*Listed records*
——

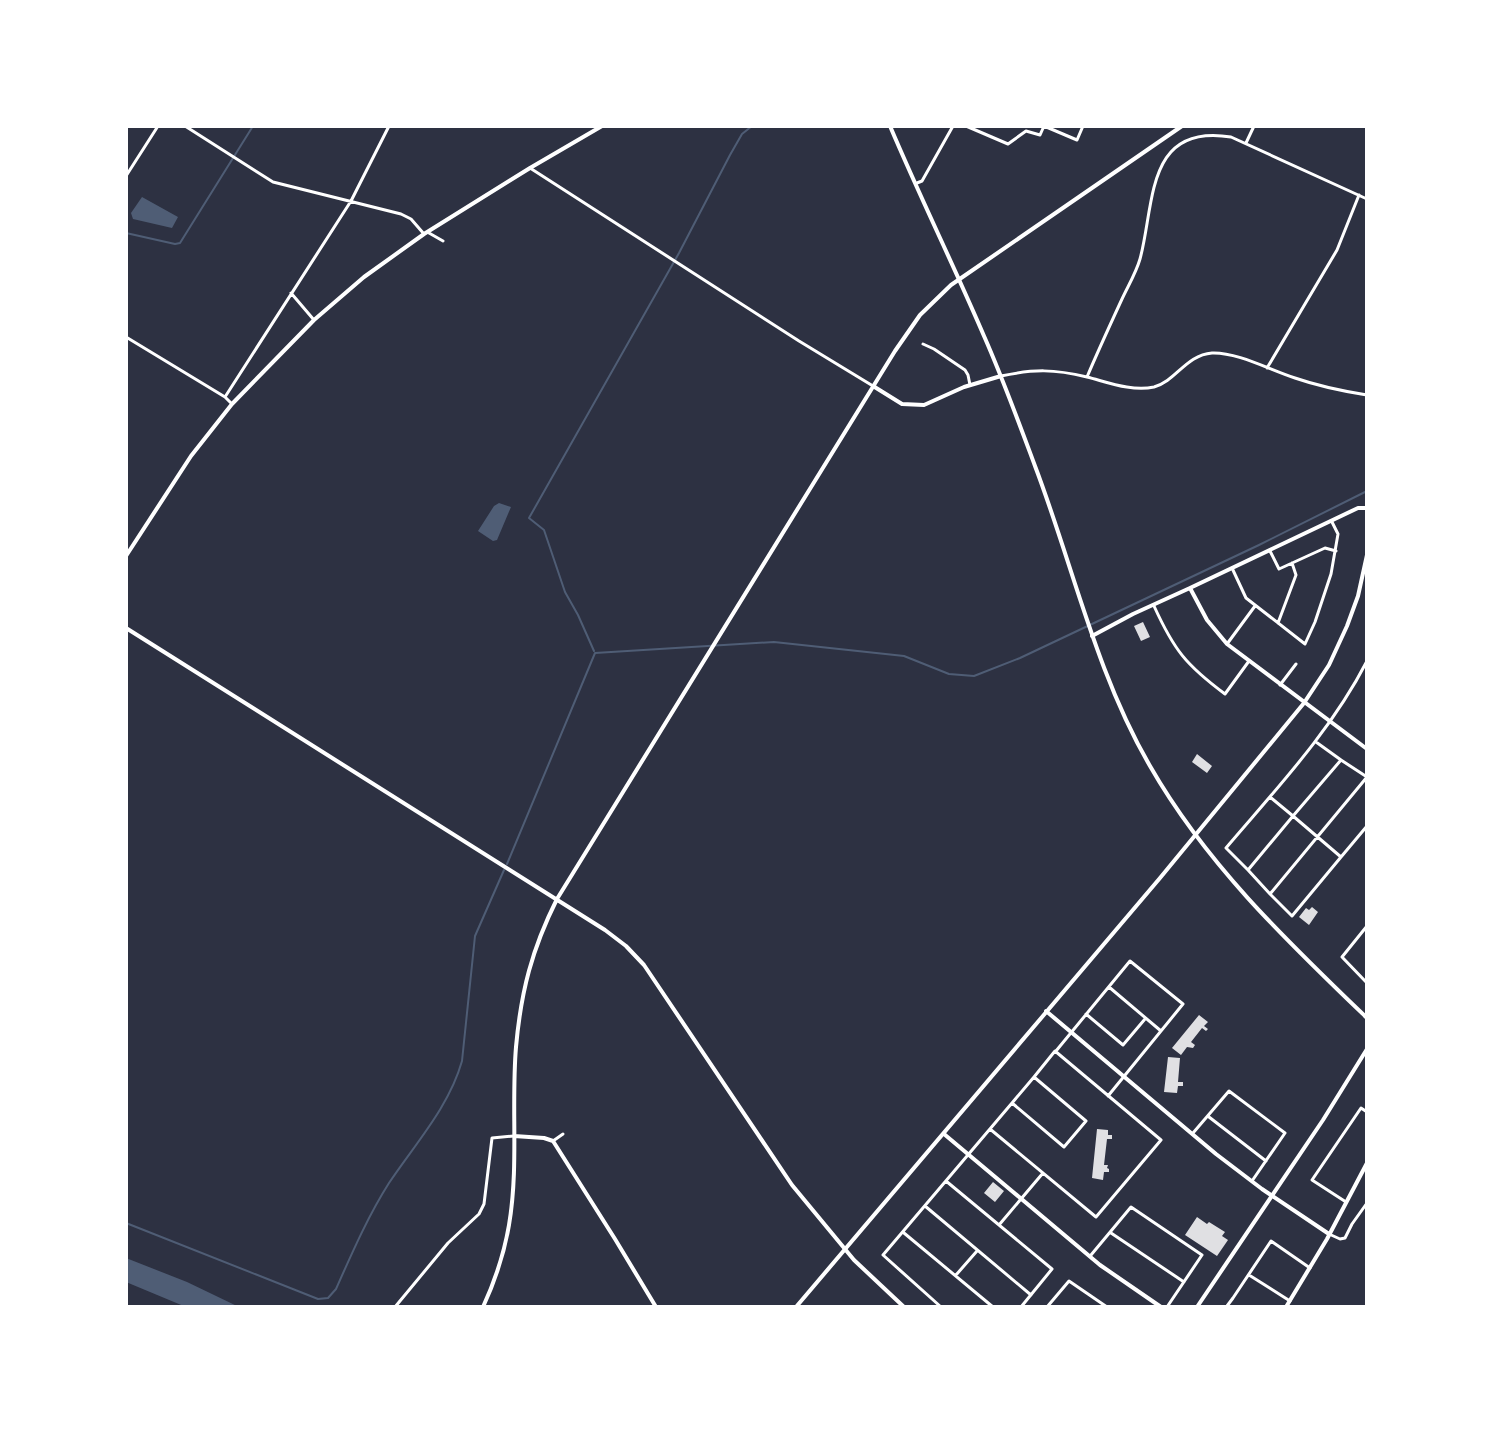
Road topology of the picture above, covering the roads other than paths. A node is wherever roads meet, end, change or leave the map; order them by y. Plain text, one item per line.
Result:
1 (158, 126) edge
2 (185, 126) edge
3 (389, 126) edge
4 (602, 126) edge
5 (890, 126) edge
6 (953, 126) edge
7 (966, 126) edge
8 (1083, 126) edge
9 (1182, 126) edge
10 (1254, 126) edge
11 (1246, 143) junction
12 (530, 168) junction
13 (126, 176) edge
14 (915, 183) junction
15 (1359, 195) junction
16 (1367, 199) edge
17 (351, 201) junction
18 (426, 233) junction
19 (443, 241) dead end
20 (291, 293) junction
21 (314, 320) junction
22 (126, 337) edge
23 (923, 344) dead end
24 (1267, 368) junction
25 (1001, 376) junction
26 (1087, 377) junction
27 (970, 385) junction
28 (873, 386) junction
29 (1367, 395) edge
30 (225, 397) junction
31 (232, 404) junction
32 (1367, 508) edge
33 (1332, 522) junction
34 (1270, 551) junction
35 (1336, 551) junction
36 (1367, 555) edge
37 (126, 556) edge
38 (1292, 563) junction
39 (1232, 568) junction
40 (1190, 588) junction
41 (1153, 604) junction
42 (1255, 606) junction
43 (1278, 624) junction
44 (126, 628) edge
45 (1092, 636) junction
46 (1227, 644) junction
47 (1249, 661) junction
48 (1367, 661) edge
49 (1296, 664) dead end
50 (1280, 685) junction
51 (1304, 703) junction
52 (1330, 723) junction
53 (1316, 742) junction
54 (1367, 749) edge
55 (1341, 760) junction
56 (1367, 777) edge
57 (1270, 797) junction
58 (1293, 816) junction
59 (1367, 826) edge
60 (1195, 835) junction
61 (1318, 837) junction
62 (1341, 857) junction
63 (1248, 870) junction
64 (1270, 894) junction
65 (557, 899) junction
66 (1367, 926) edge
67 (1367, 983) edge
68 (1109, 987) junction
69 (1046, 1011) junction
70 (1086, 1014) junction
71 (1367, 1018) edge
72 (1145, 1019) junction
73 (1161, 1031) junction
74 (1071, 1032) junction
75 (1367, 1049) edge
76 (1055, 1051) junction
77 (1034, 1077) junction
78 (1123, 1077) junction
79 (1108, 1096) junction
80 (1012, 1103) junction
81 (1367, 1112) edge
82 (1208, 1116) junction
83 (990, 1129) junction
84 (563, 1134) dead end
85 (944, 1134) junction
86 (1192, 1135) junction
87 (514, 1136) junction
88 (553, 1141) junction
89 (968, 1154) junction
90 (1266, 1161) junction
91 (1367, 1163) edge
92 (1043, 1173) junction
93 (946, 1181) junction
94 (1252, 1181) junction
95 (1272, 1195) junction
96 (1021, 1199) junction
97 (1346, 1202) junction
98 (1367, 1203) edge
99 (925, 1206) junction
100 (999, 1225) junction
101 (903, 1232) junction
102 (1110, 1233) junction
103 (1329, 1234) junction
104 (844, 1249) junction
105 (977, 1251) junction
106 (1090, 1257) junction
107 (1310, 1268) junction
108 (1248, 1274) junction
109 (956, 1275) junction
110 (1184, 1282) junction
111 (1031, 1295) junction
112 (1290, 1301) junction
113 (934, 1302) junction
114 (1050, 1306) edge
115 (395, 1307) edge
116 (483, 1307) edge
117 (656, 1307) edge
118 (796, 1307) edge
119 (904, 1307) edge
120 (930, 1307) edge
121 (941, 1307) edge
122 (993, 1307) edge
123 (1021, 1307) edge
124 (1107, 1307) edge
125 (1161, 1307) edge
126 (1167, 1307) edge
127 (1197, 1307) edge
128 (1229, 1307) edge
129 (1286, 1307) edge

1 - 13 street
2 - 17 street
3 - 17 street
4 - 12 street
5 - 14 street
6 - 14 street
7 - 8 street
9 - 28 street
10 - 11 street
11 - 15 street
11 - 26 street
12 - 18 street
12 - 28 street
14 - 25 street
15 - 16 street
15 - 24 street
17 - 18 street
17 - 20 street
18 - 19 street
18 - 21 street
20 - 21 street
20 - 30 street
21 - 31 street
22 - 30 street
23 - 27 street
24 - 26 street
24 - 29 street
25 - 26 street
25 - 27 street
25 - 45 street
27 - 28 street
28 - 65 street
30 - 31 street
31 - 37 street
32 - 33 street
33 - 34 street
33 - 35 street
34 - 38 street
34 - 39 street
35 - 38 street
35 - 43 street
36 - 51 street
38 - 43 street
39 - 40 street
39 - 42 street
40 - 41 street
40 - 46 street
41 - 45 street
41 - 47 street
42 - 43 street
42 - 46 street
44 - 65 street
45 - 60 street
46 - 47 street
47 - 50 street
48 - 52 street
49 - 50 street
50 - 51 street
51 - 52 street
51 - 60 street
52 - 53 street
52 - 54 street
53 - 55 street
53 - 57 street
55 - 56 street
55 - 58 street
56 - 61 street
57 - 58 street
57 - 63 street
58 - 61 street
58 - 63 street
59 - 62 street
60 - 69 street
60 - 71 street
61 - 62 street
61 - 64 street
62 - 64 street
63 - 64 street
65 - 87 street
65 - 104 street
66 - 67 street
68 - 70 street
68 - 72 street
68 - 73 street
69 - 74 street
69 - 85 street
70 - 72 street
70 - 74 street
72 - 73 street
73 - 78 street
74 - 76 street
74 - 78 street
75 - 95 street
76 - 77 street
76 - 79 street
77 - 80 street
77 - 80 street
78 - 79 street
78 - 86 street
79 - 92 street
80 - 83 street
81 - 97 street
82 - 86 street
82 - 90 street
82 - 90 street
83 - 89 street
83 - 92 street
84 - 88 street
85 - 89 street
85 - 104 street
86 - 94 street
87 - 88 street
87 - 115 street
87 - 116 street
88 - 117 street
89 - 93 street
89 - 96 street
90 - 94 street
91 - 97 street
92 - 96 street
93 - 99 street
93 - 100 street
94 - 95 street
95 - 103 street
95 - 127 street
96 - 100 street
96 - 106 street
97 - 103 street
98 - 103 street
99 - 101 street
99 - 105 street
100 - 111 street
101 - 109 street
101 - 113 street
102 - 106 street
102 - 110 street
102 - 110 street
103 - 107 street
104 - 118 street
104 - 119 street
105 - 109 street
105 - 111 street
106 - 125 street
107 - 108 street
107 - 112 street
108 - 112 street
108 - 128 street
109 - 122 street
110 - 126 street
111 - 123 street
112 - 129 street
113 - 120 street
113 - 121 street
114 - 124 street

——

*Task details*
Please reproduce each entry exactly as given and omit the pictures.

*Answer space*
Road topology of the picture above, covering the roads other than paths. A node is wherever roads meet, end, change or leave the map; order them by y. Plain text, one item per line.
Result:
1 (158, 126) edge
2 (185, 126) edge
3 (389, 126) edge
4 (602, 126) edge
5 (890, 126) edge
6 (953, 126) edge
7 (966, 126) edge
8 (1083, 126) edge
9 (1182, 126) edge
10 (1254, 126) edge
11 (1246, 143) junction
12 (530, 168) junction
13 (126, 176) edge
14 (915, 183) junction
15 (1359, 195) junction
16 (1367, 199) edge
17 (351, 201) junction
18 (426, 233) junction
19 (443, 241) dead end
20 (291, 293) junction
21 (314, 320) junction
22 (126, 337) edge
23 (923, 344) dead end
24 (1267, 368) junction
25 (1001, 376) junction
26 (1087, 377) junction
27 (970, 385) junction
28 (873, 386) junction
29 (1367, 395) edge
30 (225, 397) junction
31 (232, 404) junction
32 (1367, 508) edge
33 (1332, 522) junction
34 (1270, 551) junction
35 (1336, 551) junction
36 (1367, 555) edge
37 (126, 556) edge
38 (1292, 563) junction
39 (1232, 568) junction
40 (1190, 588) junction
41 (1153, 604) junction
42 (1255, 606) junction
43 (1278, 624) junction
44 (126, 628) edge
45 (1092, 636) junction
46 (1227, 644) junction
47 (1249, 661) junction
48 (1367, 661) edge
49 (1296, 664) dead end
50 (1280, 685) junction
51 (1304, 703) junction
52 (1330, 723) junction
53 (1316, 742) junction
54 (1367, 749) edge
55 (1341, 760) junction
56 (1367, 777) edge
57 (1270, 797) junction
58 (1293, 816) junction
59 (1367, 826) edge
60 (1195, 835) junction
61 (1318, 837) junction
62 (1341, 857) junction
63 (1248, 870) junction
64 (1270, 894) junction
65 (557, 899) junction
66 (1367, 926) edge
67 (1367, 983) edge
68 (1109, 987) junction
69 (1046, 1011) junction
70 (1086, 1014) junction
71 (1367, 1018) edge
72 (1145, 1019) junction
73 (1161, 1031) junction
74 (1071, 1032) junction
75 (1367, 1049) edge
76 (1055, 1051) junction
77 (1034, 1077) junction
78 (1123, 1077) junction
79 (1108, 1096) junction
80 (1012, 1103) junction
81 (1367, 1112) edge
82 (1208, 1116) junction
83 (990, 1129) junction
84 (563, 1134) dead end
85 (944, 1134) junction
86 (1192, 1135) junction
87 (514, 1136) junction
88 (553, 1141) junction
89 (968, 1154) junction
90 (1266, 1161) junction
91 (1367, 1163) edge
92 (1043, 1173) junction
93 (946, 1181) junction
94 (1252, 1181) junction
95 (1272, 1195) junction
96 (1021, 1199) junction
97 (1346, 1202) junction
98 (1367, 1203) edge
99 (925, 1206) junction
100 (999, 1225) junction
101 (903, 1232) junction
102 (1110, 1233) junction
103 (1329, 1234) junction
104 (844, 1249) junction
105 (977, 1251) junction
106 (1090, 1257) junction
107 (1310, 1268) junction
108 (1248, 1274) junction
109 (956, 1275) junction
110 (1184, 1282) junction
111 (1031, 1295) junction
112 (1290, 1301) junction
113 (934, 1302) junction
114 (1050, 1306) edge
115 (395, 1307) edge
116 (483, 1307) edge
117 (656, 1307) edge
118 (796, 1307) edge
119 (904, 1307) edge
120 (930, 1307) edge
121 (941, 1307) edge
122 (993, 1307) edge
123 (1021, 1307) edge
124 (1107, 1307) edge
125 (1161, 1307) edge
126 (1167, 1307) edge
127 (1197, 1307) edge
128 (1229, 1307) edge
129 (1286, 1307) edge

1 - 13 street
2 - 17 street
3 - 17 street
4 - 12 street
5 - 14 street
6 - 14 street
7 - 8 street
9 - 28 street
10 - 11 street
11 - 15 street
11 - 26 street
12 - 18 street
12 - 28 street
14 - 25 street
15 - 16 street
15 - 24 street
17 - 18 street
17 - 20 street
18 - 19 street
18 - 21 street
20 - 21 street
20 - 30 street
21 - 31 street
22 - 30 street
23 - 27 street
24 - 26 street
24 - 29 street
25 - 26 street
25 - 27 street
25 - 45 street
27 - 28 street
28 - 65 street
30 - 31 street
31 - 37 street
32 - 33 street
33 - 34 street
33 - 35 street
34 - 38 street
34 - 39 street
35 - 38 street
35 - 43 street
36 - 51 street
38 - 43 street
39 - 40 street
39 - 42 street
40 - 41 street
40 - 46 street
41 - 45 street
41 - 47 street
42 - 43 street
42 - 46 street
44 - 65 street
45 - 60 street
46 - 47 street
47 - 50 street
48 - 52 street
49 - 50 street
50 - 51 street
51 - 52 street
51 - 60 street
52 - 53 street
52 - 54 street
53 - 55 street
53 - 57 street
55 - 56 street
55 - 58 street
56 - 61 street
57 - 58 street
57 - 63 street
58 - 61 street
58 - 63 street
59 - 62 street
60 - 69 street
60 - 71 street
61 - 62 street
61 - 64 street
62 - 64 street
63 - 64 street
65 - 87 street
65 - 104 street
66 - 67 street
68 - 70 street
68 - 72 street
68 - 73 street
69 - 74 street
69 - 85 street
70 - 72 street
70 - 74 street
72 - 73 street
73 - 78 street
74 - 76 street
74 - 78 street
75 - 95 street
76 - 77 street
76 - 79 street
77 - 80 street
77 - 80 street
78 - 79 street
78 - 86 street
79 - 92 street
80 - 83 street
81 - 97 street
82 - 86 street
82 - 90 street
82 - 90 street
83 - 89 street
83 - 92 street
84 - 88 street
85 - 89 street
85 - 104 street
86 - 94 street
87 - 88 street
87 - 115 street
87 - 116 street
88 - 117 street
89 - 93 street
89 - 96 street
90 - 94 street
91 - 97 street
92 - 96 street
93 - 99 street
93 - 100 street
94 - 95 street
95 - 103 street
95 - 127 street
96 - 100 street
96 - 106 street
97 - 103 street
98 - 103 street
99 - 101 street
99 - 105 street
100 - 111 street
101 - 109 street
101 - 113 street
102 - 106 street
102 - 110 street
102 - 110 street
103 - 107 street
104 - 118 street
104 - 119 street
105 - 109 street
105 - 111 street
106 - 125 street
107 - 108 street
107 - 112 street
108 - 112 street
108 - 128 street
109 - 122 street
110 - 126 street
111 - 123 street
112 - 129 street
113 - 120 street
113 - 121 street
114 - 124 street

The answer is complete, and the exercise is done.